Directions for this task => Retype the data below, every word of it, exactly.

Stored data entries
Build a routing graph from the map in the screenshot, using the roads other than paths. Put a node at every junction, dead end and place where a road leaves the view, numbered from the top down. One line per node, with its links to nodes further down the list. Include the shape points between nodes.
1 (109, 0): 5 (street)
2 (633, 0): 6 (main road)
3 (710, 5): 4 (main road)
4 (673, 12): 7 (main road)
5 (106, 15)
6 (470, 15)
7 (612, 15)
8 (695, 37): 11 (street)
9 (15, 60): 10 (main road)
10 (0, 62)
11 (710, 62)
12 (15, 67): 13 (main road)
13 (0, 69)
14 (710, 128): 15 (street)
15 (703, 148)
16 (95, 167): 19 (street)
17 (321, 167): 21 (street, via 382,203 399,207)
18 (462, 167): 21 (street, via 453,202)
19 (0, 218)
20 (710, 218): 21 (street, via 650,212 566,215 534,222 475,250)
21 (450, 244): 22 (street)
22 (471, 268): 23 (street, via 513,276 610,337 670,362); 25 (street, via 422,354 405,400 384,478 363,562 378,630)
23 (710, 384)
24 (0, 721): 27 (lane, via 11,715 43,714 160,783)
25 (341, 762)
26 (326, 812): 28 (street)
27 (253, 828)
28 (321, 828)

Your response =>
Build a routing graph from the map in the screenshot, using the roads other than paths. Put a node at every junction, dead end and place where a road leaves the view, numbered from the top down. One line per node, with its links to nodes further down the list. Include the shape points between nodes.
1 (109, 0): 5 (street)
2 (633, 0): 6 (main road)
3 (710, 5): 4 (main road)
4 (673, 12): 7 (main road)
5 (106, 15)
6 (470, 15)
7 (612, 15)
8 (695, 37): 11 (street)
9 (15, 60): 10 (main road)
10 (0, 62)
11 (710, 62)
12 (15, 67): 13 (main road)
13 (0, 69)
14 (710, 128): 15 (street)
15 (703, 148)
16 (95, 167): 19 (street)
17 (321, 167): 21 (street, via 382,203 399,207)
18 (462, 167): 21 (street, via 453,202)
19 (0, 218)
20 (710, 218): 21 (street, via 650,212 566,215 534,222 475,250)
21 (450, 244): 22 (street)
22 (471, 268): 23 (street, via 513,276 610,337 670,362); 25 (street, via 422,354 405,400 384,478 363,562 378,630)
23 (710, 384)
24 (0, 721): 27 (lane, via 11,715 43,714 160,783)
25 (341, 762)
26 (326, 812): 28 (street)
27 (253, 828)
28 (321, 828)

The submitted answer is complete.